Sears, Roebuck & Co., which last month reported disappointing fourth-quarter results, said Monday that it will close its 82-year-old Chicago merchandise distribution center and phase out four other facilities as part of a restructuring that will eliminate about 6,000 jobs.
About 1,800 positions will be cut at the Chicago location, which opened in 1905 and was the retailer's first major distribution facility. The other centers to be closed are in Boston, Atlanta, Memphis and Minneapolis, with the Boston warehouse closing early next year and the others being shuttered sometime after 1988. They employ about 3,700 workers, some of whom will be placed in other jobs.
Michael Bozic, chairman and chief executive of Sears' merchandise group, said the company plans a one-time, after-tax charge of about $20 million in the first quarter of 1987 to cover the closings, which he estimated will result in annual savings of about $150 million by 1991.
"Streamlining our distribution system will be a major step toward Sears' objective of being an efficient, low-cost provider of goods and services through our retail stores and catalogues," Bozic said.
The moves follow other actions by the nation's largest retailer to cut costs and become more competitive. Last year, the company closed regional headquarters offices in Alhambra, Philadelphia, Atlanta and Skokie, Ill. Earlier this year, it began phasing out a Seattle warehouse, transferring distribution responsibilities to the Los Angeles facility, at 2650 E. Olympic Blvd.
Seven Facilities Planned
Sears, which employs 324,000 in its merchandising group, also has discontinued its World Trade Group's domestic operations and established a unit to investigate possibilities in specialty retailing.
As part of the distribution restructuring, the company will establish a nationwide network of seven regionally managed facilities: Los Angeles; Columbus, Ohio; Dallas; Greensboro, N.C.; Jacksonville, Fla.; Kansas City, Mo., and Philadelphia.
Sears said it will evaluate productivity at the Los Angeles and Philadelphia centers to determine whether they should be modernized or relocated. However, spokesman Philo Holland said those facilities would not be moved outside their regions.
Sears also said it will centralize in Chicago most responsibility for ordering inventory, resulting in the closings of departments in Atlanta, Dallas, Los Angeles and Philadelphia and the elimination of several hundred jobs. Some of those employees will be transferred to Chicago.
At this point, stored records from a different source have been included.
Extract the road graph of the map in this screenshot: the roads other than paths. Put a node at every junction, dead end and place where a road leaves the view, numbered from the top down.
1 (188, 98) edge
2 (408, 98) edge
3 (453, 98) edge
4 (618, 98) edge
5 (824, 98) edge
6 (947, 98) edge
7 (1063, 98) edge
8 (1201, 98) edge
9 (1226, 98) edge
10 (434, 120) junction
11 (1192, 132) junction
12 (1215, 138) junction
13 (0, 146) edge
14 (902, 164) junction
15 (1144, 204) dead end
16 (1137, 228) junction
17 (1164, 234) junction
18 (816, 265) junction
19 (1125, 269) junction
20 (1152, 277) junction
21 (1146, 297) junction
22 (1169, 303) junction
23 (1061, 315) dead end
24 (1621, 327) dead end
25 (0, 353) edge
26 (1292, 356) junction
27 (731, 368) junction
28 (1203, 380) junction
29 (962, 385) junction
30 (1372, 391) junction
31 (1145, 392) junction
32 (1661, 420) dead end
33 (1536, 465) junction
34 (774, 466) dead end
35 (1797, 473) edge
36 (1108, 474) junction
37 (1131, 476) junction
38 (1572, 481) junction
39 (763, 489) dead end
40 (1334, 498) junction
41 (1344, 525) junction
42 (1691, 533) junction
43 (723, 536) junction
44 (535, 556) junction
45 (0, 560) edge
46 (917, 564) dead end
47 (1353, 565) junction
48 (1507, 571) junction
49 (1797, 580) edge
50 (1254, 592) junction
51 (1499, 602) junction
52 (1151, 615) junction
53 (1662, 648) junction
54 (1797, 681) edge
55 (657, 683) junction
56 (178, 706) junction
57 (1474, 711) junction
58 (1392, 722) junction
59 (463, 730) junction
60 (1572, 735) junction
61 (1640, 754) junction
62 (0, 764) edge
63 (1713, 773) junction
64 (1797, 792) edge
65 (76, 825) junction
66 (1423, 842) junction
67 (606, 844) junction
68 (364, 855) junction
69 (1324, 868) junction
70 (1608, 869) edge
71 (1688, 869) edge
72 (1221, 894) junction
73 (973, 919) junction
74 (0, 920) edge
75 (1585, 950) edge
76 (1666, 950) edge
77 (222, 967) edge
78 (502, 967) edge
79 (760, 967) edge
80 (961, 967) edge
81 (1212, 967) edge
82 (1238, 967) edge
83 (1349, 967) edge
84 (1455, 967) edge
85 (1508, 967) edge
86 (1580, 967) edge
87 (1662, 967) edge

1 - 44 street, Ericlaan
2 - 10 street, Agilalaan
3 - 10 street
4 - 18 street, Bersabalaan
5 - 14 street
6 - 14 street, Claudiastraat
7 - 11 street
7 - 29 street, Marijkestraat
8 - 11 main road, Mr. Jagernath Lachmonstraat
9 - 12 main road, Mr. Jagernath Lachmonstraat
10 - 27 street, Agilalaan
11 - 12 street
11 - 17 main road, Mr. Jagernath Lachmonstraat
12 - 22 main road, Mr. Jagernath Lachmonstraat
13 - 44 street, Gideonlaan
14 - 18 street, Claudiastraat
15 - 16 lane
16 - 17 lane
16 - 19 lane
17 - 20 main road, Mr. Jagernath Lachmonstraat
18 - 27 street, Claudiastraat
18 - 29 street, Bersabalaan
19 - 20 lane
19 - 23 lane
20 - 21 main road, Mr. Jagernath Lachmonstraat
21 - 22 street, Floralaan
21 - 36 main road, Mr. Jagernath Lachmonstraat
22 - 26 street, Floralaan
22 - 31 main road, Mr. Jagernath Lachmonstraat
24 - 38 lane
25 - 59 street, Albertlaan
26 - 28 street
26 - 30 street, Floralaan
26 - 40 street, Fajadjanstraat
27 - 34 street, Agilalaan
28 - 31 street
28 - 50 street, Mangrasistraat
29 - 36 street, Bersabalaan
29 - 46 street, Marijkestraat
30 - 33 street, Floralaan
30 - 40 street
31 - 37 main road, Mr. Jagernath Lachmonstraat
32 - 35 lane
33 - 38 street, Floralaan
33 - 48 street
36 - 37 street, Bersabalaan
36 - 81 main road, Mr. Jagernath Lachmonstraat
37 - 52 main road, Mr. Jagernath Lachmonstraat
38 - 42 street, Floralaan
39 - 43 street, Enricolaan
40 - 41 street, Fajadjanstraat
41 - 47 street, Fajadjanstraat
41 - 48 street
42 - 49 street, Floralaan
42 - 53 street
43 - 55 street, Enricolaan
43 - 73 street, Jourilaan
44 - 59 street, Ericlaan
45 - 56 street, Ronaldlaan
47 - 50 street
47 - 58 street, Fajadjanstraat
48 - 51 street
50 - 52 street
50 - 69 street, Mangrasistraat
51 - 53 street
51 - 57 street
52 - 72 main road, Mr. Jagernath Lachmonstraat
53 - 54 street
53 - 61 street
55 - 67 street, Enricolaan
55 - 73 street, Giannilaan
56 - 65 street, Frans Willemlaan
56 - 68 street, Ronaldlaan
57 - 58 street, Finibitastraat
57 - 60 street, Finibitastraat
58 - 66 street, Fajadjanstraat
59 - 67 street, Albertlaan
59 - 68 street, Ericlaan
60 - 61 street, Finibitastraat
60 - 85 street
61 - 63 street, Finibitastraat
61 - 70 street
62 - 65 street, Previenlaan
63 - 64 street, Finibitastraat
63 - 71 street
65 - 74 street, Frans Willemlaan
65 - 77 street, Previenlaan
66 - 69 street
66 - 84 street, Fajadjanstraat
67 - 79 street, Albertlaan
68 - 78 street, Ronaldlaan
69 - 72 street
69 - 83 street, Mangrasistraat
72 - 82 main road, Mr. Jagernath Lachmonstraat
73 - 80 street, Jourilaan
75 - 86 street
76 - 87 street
Of 2,250 employees at the Los Angeles distribution center, Holland said about 325 will be affected by the closings of two departments: accounting and ordering. However, he said, the company will attempt to place some of those employees in other jobs after union negotiations.
Eligible employees will be offered early retirement as well as severance pay and job-placement services, the company said.